(Skeletal landmark data)
......
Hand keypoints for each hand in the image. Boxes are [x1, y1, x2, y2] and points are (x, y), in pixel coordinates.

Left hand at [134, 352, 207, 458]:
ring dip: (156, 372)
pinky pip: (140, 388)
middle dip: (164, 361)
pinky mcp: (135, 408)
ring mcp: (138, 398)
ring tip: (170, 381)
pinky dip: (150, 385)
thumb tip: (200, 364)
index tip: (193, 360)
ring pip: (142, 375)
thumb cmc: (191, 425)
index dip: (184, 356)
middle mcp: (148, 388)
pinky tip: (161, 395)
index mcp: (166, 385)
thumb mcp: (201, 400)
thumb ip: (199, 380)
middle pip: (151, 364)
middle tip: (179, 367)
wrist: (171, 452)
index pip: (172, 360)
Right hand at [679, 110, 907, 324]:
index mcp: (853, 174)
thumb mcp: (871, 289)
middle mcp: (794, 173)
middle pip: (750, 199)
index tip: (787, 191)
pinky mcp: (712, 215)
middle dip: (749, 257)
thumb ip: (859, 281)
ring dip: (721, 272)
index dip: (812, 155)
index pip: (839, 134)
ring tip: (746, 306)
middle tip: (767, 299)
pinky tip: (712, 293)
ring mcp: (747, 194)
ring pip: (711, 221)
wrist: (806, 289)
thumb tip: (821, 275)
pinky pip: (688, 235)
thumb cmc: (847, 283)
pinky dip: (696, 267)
......
EXERCISE DIRECTIONS:
Reproduce the line containing "Right hand at" and every line after it. Stop at the last line of the records, and add nothing.

REPLY TO THE TASK:
Right hand at [679, 110, 907, 324]:
index mcp: (853, 174)
thumb mcp: (871, 289)
middle mcp: (794, 173)
middle pip: (750, 199)
index tip: (787, 191)
pinky mcp: (712, 215)
middle dip: (749, 257)
thumb ip: (859, 281)
ring dip: (721, 272)
index dip: (812, 155)
index pip: (839, 134)
ring tip: (746, 306)
middle tip: (767, 299)
pinky tip: (712, 293)
ring mcp: (747, 194)
ring pip: (711, 221)
wrist: (806, 289)
thumb tip: (821, 275)
pinky pip: (688, 235)
thumb cmc: (847, 283)
pinky dip: (696, 267)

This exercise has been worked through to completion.